YOUR ASSIGNMENT :: Lift out each line of the data that holds "node".

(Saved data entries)

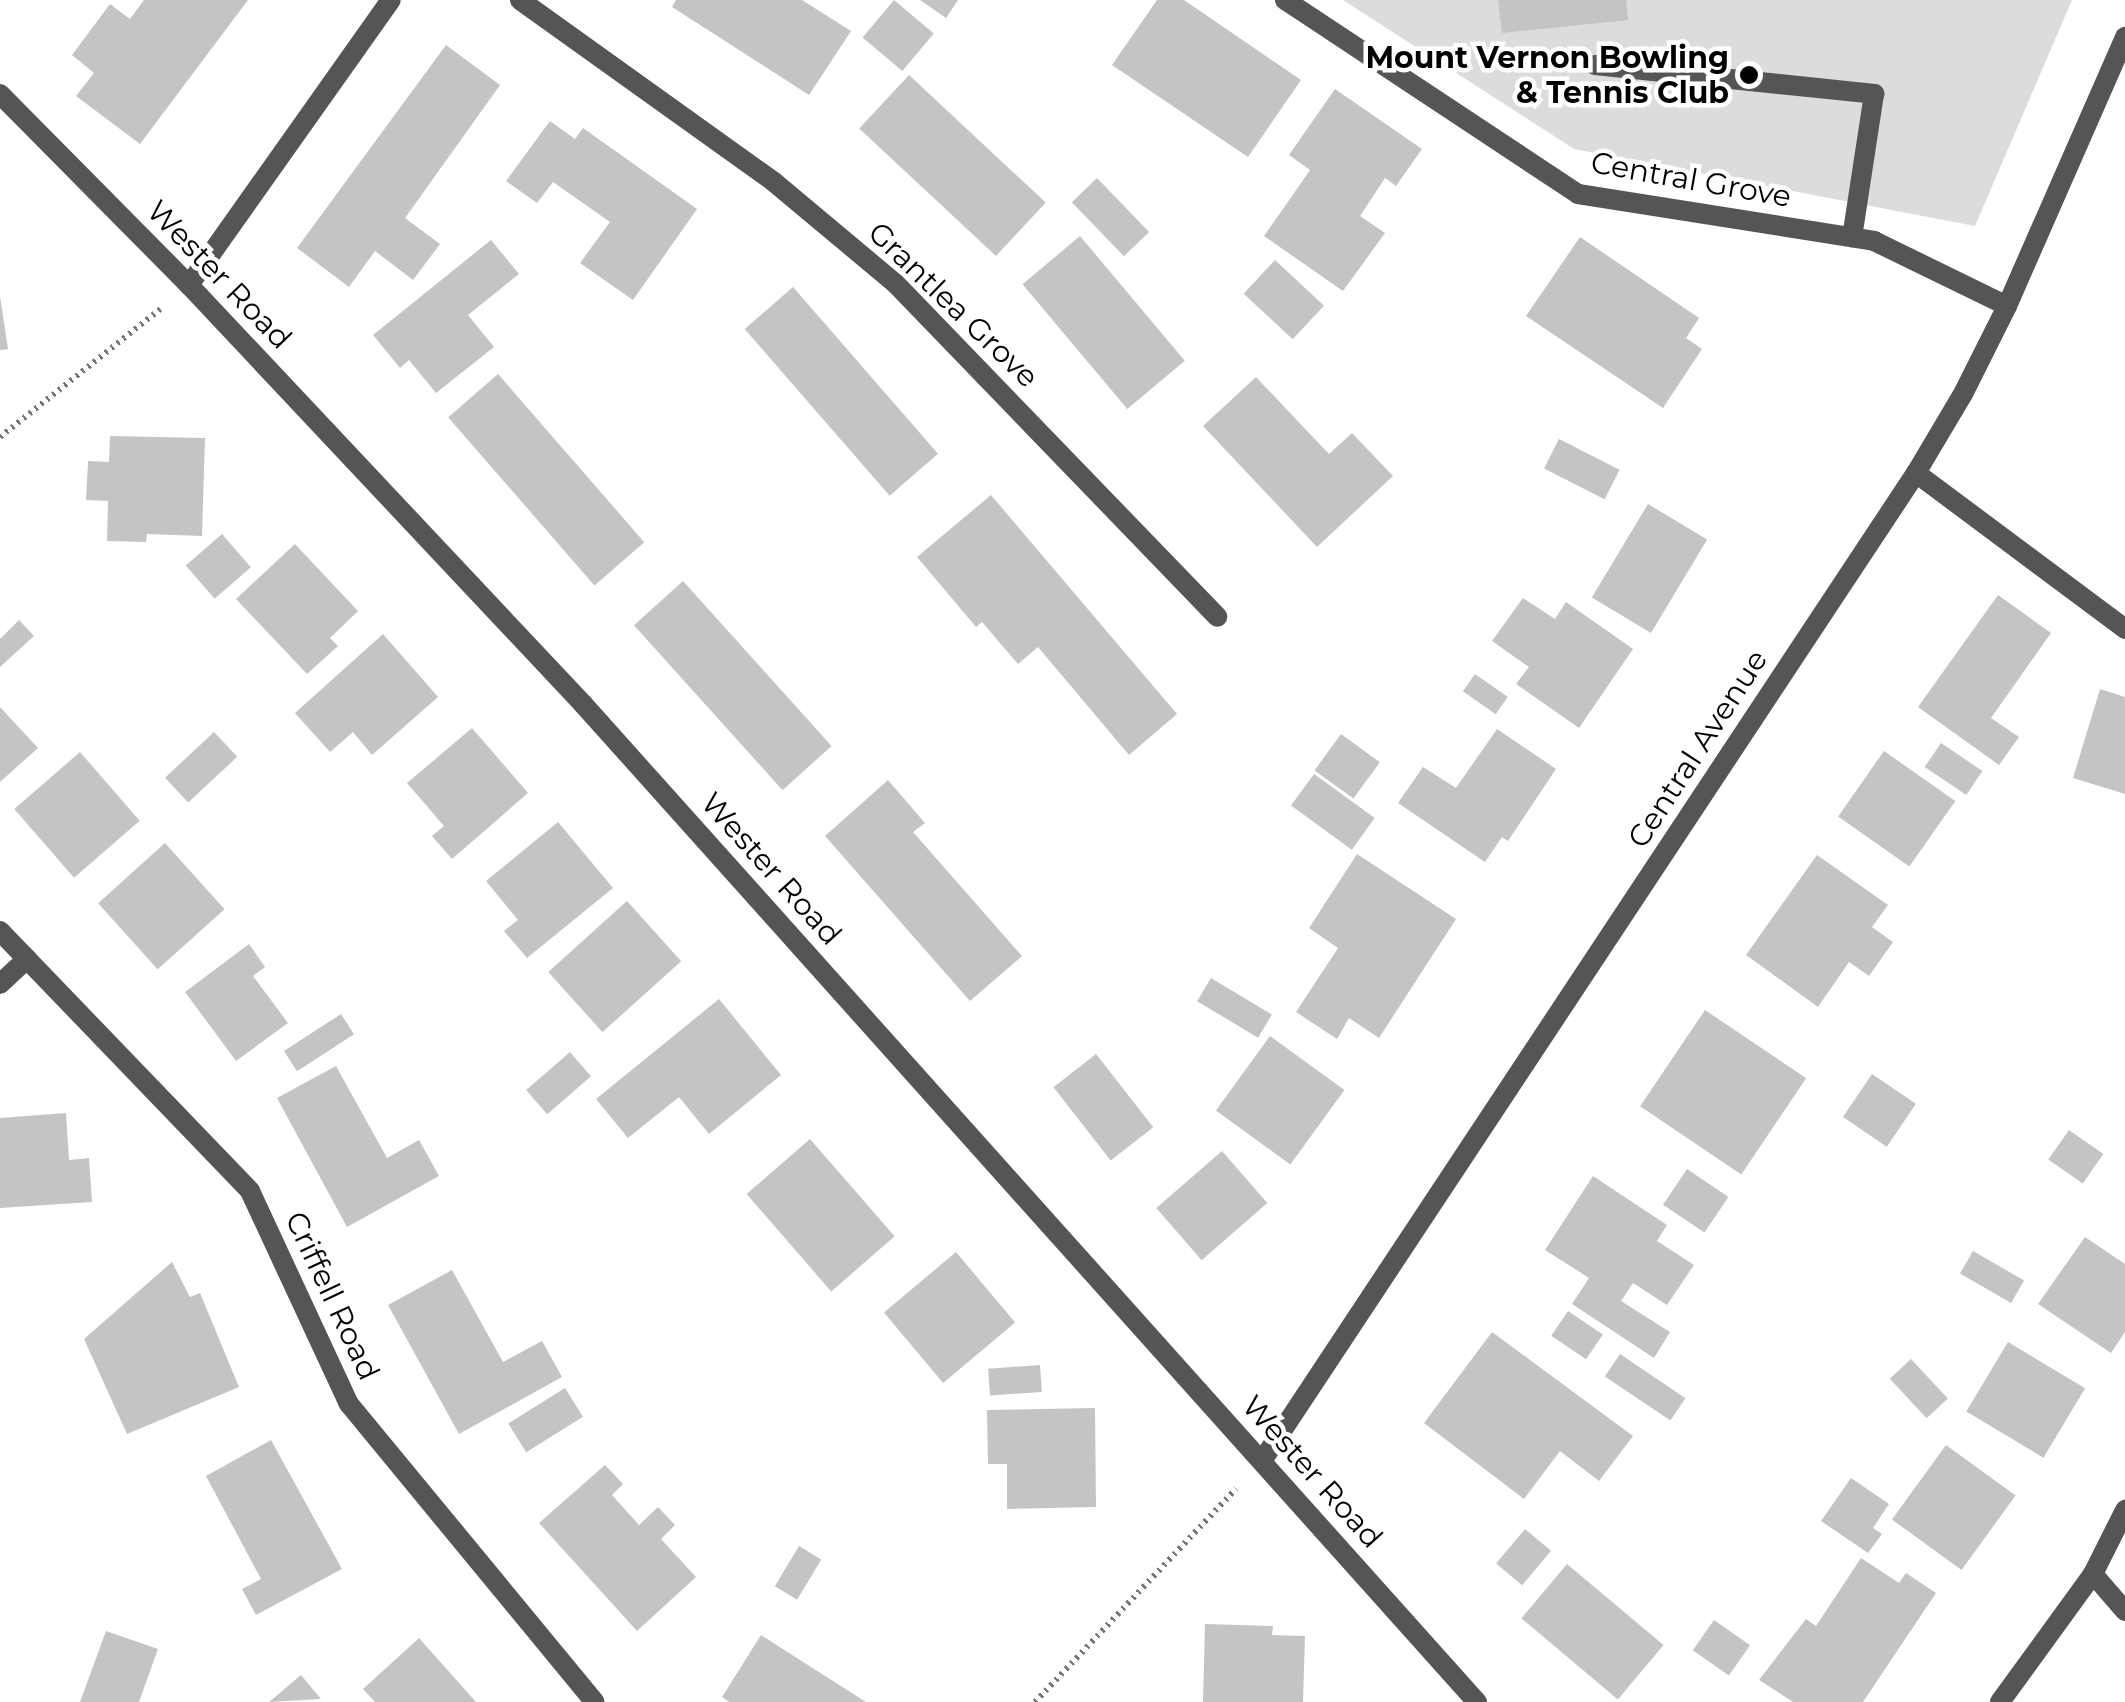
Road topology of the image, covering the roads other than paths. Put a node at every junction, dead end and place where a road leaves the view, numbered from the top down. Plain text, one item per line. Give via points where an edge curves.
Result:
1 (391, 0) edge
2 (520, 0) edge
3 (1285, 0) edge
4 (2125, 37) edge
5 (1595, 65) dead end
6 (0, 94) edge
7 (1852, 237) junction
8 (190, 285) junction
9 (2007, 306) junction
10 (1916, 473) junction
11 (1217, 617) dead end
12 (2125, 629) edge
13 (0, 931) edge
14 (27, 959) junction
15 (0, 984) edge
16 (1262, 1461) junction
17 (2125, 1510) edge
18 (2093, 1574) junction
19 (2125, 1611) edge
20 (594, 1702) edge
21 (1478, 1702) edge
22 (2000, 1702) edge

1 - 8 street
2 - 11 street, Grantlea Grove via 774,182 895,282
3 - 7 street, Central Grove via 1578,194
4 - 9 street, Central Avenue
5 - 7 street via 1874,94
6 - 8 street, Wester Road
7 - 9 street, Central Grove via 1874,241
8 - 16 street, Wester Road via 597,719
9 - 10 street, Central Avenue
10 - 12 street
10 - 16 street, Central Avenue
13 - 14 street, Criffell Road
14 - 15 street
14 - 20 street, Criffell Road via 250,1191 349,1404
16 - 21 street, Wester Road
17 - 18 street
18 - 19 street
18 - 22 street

...

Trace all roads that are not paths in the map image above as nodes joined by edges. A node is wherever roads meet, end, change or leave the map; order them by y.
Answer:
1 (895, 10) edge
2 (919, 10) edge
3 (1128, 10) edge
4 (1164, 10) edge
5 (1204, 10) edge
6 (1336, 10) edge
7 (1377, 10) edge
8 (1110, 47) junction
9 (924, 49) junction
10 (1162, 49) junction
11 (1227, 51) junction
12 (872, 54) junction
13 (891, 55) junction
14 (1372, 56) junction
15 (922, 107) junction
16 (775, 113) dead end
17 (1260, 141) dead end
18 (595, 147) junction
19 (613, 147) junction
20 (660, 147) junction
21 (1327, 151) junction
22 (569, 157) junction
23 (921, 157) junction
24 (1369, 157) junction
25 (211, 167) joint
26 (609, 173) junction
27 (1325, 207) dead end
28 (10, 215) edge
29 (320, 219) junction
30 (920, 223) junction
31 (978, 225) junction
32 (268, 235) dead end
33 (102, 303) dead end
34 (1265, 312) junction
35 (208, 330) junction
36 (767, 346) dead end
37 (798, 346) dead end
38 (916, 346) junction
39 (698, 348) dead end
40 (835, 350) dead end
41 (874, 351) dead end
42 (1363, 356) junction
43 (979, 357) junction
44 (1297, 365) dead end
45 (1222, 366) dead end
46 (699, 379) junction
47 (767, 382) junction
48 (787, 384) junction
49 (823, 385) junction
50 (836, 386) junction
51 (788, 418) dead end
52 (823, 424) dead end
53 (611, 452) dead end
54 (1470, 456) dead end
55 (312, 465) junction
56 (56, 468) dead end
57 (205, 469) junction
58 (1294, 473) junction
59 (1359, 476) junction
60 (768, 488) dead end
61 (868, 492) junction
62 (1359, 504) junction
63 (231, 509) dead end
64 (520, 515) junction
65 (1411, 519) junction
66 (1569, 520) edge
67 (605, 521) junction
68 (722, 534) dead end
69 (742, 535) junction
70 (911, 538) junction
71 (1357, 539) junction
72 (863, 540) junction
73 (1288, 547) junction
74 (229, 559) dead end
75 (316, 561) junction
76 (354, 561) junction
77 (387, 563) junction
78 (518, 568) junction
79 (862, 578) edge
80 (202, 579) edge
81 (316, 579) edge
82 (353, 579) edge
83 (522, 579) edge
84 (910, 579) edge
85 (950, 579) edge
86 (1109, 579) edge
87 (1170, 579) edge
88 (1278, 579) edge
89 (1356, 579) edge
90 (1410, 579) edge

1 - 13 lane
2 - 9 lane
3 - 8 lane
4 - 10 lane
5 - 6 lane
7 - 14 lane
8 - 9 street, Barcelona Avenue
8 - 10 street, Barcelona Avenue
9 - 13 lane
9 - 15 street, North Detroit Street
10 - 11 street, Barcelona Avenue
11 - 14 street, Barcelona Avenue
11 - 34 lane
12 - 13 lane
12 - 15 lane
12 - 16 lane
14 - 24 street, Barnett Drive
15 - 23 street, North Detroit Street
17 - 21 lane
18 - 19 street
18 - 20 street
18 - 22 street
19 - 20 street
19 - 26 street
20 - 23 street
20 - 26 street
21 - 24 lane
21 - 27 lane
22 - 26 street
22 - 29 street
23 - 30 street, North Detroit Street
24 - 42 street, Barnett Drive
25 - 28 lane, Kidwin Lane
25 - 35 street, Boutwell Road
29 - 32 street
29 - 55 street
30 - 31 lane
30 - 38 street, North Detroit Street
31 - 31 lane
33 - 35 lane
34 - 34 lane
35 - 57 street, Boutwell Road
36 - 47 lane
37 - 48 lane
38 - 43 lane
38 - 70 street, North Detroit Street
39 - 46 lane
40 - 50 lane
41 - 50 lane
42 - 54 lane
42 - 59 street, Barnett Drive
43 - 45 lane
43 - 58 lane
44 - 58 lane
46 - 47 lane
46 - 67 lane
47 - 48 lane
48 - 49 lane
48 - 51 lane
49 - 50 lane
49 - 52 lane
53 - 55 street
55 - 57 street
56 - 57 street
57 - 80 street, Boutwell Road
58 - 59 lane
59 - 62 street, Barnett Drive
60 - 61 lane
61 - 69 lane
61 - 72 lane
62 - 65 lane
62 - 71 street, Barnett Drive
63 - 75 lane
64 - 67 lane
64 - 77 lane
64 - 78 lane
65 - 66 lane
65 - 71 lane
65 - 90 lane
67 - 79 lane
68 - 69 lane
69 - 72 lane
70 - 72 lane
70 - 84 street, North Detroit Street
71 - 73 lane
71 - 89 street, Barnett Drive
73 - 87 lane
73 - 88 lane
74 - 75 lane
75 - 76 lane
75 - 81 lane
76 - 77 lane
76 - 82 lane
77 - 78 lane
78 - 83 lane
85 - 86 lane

--

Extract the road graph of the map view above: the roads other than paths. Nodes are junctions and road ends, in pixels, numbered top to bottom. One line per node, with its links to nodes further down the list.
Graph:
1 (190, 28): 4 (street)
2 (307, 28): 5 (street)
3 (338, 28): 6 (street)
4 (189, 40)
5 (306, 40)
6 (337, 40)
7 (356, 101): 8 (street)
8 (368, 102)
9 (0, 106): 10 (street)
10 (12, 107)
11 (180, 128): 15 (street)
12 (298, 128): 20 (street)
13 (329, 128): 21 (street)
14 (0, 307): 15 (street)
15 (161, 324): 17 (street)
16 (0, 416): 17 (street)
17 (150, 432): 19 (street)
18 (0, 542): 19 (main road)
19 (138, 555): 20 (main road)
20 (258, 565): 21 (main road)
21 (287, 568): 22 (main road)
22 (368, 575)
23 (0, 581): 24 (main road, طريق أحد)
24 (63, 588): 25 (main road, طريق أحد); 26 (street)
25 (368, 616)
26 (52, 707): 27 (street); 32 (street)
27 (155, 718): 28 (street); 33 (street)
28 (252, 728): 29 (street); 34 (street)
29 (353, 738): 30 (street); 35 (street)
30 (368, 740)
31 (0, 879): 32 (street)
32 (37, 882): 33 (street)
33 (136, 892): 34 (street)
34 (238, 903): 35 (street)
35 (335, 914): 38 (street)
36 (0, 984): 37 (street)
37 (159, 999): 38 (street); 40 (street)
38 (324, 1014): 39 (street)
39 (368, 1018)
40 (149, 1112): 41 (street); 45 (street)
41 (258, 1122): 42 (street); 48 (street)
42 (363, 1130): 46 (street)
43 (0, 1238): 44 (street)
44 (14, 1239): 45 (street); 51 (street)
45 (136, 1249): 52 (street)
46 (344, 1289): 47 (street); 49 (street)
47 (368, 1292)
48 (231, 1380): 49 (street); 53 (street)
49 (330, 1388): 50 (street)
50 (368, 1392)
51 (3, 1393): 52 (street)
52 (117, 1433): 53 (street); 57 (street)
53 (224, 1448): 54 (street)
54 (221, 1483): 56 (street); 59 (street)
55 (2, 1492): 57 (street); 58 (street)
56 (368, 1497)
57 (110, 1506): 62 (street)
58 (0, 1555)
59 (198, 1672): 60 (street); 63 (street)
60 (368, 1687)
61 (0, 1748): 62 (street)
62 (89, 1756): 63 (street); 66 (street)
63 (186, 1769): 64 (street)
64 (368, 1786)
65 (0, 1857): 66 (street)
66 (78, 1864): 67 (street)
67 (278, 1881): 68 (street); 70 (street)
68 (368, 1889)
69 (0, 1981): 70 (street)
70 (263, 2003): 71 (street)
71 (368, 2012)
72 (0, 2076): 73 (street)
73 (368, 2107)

RESPONSE ::
Road topology of the image, covering the roads other than paths. Put a node at every junction, dead end and place where a road leaves the view, numbered from the top down. Plain text, one item per line. Give via points where an edge curves.
Trace all roads that are not paths in the map image above as nodes joined by edges. A node is wherever roads meet, end, change or leave the map; order them by y.
Extract the road graph of the map view above: the roads other than paths. Nodes are junctions and road ends, in pixels, numbered top to bottom. One line per node, with its links to nodes further down the list.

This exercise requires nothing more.